Ces groupes sont divisés, mais leurs capacités de nuisances restent considérables. Entre juillet et décembre 2018, on recense au moins 22 attaques menées par Iswap contre des bases militaires, qui perdent à chaque fois de nombreux éléments et surtout des armes que les terroristes saisissent. Malgré le volontarisme du président Muhammadu Buhari, qui ne cesse de répéter que « Boko Haram est techniquement vaincu », sur le terrain, les forces armées nigérianes semblent parfois peu réactives. Ou encore sous-équipées. Ainsi, à Arege, le 29 novembre 2018, alors que des membres de Boko Haram débarquent à bord de motos et de pick-up, brandissant des kalachnikovs, « les soldats étaient à court de munitions après avoir repoussé avec succès l’attaque », confie un officier sous couvert d’anonymat.

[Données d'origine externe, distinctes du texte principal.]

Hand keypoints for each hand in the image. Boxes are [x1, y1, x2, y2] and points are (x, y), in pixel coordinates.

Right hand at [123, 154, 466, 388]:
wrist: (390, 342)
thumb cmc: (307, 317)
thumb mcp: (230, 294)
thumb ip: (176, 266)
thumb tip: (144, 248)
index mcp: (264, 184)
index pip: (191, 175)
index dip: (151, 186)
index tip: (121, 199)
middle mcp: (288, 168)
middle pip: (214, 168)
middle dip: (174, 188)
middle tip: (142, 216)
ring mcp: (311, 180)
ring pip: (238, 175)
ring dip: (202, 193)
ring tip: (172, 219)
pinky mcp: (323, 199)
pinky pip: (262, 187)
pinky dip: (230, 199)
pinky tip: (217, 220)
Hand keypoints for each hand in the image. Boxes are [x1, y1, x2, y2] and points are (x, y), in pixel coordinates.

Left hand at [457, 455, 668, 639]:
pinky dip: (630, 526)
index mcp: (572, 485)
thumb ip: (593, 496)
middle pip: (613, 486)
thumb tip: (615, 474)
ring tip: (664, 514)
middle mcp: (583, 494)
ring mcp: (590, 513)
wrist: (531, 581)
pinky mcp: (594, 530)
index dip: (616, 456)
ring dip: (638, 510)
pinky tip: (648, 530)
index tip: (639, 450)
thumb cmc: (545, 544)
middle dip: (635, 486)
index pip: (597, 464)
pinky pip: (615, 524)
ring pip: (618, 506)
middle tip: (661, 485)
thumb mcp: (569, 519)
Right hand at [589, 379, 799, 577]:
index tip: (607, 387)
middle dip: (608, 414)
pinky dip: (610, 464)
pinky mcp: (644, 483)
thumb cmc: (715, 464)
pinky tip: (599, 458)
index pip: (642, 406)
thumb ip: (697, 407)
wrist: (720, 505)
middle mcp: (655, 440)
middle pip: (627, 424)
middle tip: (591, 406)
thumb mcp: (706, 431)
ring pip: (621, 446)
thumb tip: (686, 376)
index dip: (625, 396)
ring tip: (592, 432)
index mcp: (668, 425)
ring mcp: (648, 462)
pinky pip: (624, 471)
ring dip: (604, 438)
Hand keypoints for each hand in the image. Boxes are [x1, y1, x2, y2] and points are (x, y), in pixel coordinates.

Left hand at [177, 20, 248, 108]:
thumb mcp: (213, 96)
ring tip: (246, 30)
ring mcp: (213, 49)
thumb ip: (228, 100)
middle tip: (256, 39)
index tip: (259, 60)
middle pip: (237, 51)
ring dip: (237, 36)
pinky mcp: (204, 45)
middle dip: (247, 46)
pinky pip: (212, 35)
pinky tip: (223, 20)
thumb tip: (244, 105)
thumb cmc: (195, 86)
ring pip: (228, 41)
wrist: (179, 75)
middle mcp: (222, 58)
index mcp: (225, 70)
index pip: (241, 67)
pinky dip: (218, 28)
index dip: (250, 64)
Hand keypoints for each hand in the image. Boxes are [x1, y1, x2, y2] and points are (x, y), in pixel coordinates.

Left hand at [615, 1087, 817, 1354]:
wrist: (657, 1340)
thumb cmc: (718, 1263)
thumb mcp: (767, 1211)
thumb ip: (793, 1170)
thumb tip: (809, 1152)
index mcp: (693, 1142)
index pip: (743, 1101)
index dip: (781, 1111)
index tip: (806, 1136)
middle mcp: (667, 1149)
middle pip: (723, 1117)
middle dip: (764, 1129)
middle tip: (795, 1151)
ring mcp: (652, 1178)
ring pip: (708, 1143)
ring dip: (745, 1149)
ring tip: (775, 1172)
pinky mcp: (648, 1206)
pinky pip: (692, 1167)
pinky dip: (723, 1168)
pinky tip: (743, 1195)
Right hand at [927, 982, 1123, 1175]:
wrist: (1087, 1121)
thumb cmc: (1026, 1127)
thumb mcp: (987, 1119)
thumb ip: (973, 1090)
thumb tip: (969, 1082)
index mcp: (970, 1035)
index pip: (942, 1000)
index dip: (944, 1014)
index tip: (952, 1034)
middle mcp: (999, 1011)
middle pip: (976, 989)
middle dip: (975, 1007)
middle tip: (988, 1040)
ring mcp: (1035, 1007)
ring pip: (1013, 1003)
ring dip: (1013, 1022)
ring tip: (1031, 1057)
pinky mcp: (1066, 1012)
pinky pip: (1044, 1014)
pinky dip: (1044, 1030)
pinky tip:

L’armée nigériane peine à en venir à bout. Engluée dans des problèmes récurrents de corruption « l’armée nigériane manque de ressources et ses tactiques ne sont aucunement ajustées », estime pour sa part Yan St-Pierre, expert en contre-terrorisme. Quant à la Force multinationale mixte (FMM), elle tarde encore à être pleinement opérationnelle, faute de financements.